I have run several VMs in KVM/qemu with libvirt, and somehow most of the time networking works.

Now, networking has stopped working when VMs are run as a non-root user. I have found little helpful information in the libvirt and similar documentation pages – most seem to assume that I wish to run the VM as a system user which is not the case.

So: What exactly are the pre-requisites to run a VM with network (e.g. webbrowsing in guest) as non-root?

I have, in myvm.xml:

 94     <interface type='user'>
 95       <mac address='52:54:00:82:f1:27'/>
 96       <model type='virtio'/>
 97       <link state='up'/>
 98       <address type='pci' domain='0x0000' bus='0x01' slot='0x00' function='0x0'/>
 99     </interface>

The interface is visible from inside the guest, and enabling DHCP client gives an address 10.0.2.5. The default route is 10.0.2.2 which I can ping from within the network. Anything beyond that fails.

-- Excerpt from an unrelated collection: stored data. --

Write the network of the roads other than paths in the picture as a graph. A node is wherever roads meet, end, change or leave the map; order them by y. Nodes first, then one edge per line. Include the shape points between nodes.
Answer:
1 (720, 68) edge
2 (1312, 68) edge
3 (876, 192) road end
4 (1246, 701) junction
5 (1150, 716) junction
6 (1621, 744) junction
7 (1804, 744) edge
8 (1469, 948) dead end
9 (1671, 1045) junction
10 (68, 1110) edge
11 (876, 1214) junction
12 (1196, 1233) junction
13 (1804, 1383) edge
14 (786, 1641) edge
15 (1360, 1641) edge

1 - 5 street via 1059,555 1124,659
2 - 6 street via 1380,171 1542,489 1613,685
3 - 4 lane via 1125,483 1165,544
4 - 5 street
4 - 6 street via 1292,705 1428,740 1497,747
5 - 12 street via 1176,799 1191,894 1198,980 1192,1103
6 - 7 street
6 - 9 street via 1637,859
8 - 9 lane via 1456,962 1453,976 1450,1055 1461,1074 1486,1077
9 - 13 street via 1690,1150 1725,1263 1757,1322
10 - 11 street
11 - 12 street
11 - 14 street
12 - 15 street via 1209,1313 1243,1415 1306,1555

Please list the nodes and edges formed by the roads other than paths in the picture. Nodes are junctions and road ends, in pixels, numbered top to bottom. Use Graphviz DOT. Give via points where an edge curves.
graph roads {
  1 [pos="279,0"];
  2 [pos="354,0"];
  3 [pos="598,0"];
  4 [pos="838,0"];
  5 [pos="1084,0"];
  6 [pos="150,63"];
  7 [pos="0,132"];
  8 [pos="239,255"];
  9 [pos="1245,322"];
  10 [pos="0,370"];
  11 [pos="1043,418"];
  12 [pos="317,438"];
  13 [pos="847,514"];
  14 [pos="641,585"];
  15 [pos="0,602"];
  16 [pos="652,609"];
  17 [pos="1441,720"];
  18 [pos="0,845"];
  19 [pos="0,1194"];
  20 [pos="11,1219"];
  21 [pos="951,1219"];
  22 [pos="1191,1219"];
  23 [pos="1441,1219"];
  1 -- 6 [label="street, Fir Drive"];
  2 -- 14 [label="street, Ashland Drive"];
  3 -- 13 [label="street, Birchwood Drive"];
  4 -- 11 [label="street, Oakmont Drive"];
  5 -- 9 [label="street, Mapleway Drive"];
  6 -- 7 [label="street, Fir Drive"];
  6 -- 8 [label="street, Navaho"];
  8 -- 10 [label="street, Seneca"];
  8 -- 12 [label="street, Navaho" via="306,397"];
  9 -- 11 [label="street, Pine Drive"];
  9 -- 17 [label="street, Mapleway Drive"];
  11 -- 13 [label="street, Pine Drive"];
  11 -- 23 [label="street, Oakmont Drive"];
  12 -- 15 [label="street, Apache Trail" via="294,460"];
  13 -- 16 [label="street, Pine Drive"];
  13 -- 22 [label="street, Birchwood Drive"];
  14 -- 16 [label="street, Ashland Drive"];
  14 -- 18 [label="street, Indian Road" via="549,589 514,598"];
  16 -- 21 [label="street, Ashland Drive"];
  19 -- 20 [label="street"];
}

My host does not have a network bridge (or any device for/by libvirtd) but I shouldn’t need that for usermode NAT within user-libvirtd, right? Technically the network access comes from user-libvirtd?

The user running libvirtd is in groups kvm and libvirt. Which one do I need for what? The latter is not necessary for running the VM and makes no difference for my problem.

I have enabled and started libvirtd as root on the host but this makes no difference whatsoever. Do I need it at all?

Please note that this VM may not run as root so that would not be a solution for me. The user may not have elevated rights or access to other people’s VMs on the same host.